A preocupação com a saúde mental e financeira dos jogadores é central na regulação, pois o risco de graves perdas patrimoniais coloca as famílias em situações de grande vulnerabilidade. A Portaria 1330/23 do Ministério da Fazenda, chamada Portaria de Jogo Responsável, introduziu medidas como limites de tempo e perda por apostador e registro rigoroso para proteger os jogadores, incluindo períodos de pausa e autoexclusão.
No entanto, ainda existem incertezas sobre a eficácia destes mecanismos, especialmente em relação a menores e viciados em jogos de azar. No Brasil, a ludopatia é o terceiro maior vício, atrás apenas do álcool e do tabaco. Por sua vez, dados recentes da PwC indicam que as apostas afetaram o orçamento das classes sociais mais baixas — de 2018 até agora, passaram de 0,27% do orçamento destas famílias para quase 2%. Diante disso, fica claro como a legalização das apostas online exige medidas rigorosas para prevenir danos sociais.
Embora a medida preveja que pessoas com diagnóstico de dependência de jogos não possam jogar, a identificação durante o cadastro é complexa. Não existe, por exemplo, um registo nacional de entusiastas do jogo e a responsabilidade pela sua identificação recai sobre as empresas de apostas. A autodeclaração de rendimentos é outro ponto crítico. A lei permite que os jogadores façam autodeclarações, mas isso pode não refletir a realidade. A comprovação de renda por meio de documentos como declaração de imposto de renda ou holerite seria uma medida mais segura, mitigando os riscos de falsidade ideológica.
Como a maioria dessas empresas está registrada fora do Brasil, todo o dinheiro investido lá é enviado automaticamente para contas em outros países. Além de impedir a arrecadação de impostos pelo governo brasileiro, isso dificulta a identificação e investigação de possíveis crimes e fraudes. Também vale a pena destacar que os jogos de azar online oferecem inúmeras oportunidades para os criminosos praticarem fraude, roubo, extorsão, evasão de moeda e lavagem de dinheiro.

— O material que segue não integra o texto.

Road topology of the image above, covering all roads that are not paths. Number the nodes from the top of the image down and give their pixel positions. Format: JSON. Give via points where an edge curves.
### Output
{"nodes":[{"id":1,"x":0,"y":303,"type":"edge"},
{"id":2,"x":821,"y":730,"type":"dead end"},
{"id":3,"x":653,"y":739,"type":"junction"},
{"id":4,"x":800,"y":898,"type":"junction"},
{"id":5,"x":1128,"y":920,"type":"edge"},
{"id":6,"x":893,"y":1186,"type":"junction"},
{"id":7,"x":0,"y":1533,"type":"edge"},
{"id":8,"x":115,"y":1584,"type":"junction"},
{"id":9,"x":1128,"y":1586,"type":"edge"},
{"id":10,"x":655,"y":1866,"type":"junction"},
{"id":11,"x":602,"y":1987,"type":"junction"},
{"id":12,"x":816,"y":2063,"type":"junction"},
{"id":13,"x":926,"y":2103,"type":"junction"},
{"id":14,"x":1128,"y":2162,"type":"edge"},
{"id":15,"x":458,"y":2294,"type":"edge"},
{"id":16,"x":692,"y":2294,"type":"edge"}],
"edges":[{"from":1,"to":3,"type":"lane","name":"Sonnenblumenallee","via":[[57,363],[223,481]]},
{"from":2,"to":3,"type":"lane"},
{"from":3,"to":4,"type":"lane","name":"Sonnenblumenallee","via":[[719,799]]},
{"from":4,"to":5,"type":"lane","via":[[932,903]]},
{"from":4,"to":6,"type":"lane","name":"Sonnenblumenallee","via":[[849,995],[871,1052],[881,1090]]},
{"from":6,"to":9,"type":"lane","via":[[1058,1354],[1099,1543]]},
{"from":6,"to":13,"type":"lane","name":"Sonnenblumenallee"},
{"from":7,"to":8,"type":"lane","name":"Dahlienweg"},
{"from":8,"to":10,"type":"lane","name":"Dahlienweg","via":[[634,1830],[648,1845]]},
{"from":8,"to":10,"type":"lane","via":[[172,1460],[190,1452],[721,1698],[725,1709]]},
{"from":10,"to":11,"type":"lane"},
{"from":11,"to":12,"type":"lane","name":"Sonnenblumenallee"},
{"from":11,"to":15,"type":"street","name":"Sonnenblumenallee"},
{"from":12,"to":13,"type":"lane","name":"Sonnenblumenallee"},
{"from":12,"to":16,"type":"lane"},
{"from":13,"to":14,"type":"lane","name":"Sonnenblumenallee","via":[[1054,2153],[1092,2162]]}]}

Embora a regulamentação do Ministério da Fazenda seja um passo importante para a legalização da atividade, ainda há um problema na legislação brasileira. O artigo 50 da Lei de Contravenções Penais (Decreto-Lei 3.688/1941), que proíbe os jogos de azar no país, ainda está em vigor e só pode ser revogado por lei posterior, e não por ato administrativo, como uma portaria. Isso pode gerar muitos debates no Judiciário e aumentar a insegurança jurídica no setor.
A verdade é que a complexidade da implementação prática das novas regras indica que ainda há um longo caminho a percorrer até à plena legalização e regulamentação dos jogos online no país. Proteger os jogadores, prevenir o vício e garantir um ambiente de apostas seguro e transparente são desafios cruciais que o governo e as empresas de apostas precisam de enfrentar para que a nova lei cumpra o seu propósito de forma eficaz e responsável.
André Coura, graduado e mestre em direito pela Universidade FUMEC (MG), atua em consultoria estratégica e contencioso, com foco em compliance criminal, investigações e processos penais complexos
Antônio Silvério Neto, formado em direito e pós-graduado em direito penal e criminologia pela PUC-RS, atua na área criminal com especialização em consultoria criminal e contencioso em casos de alta complexidade, especialmente em operações policiais.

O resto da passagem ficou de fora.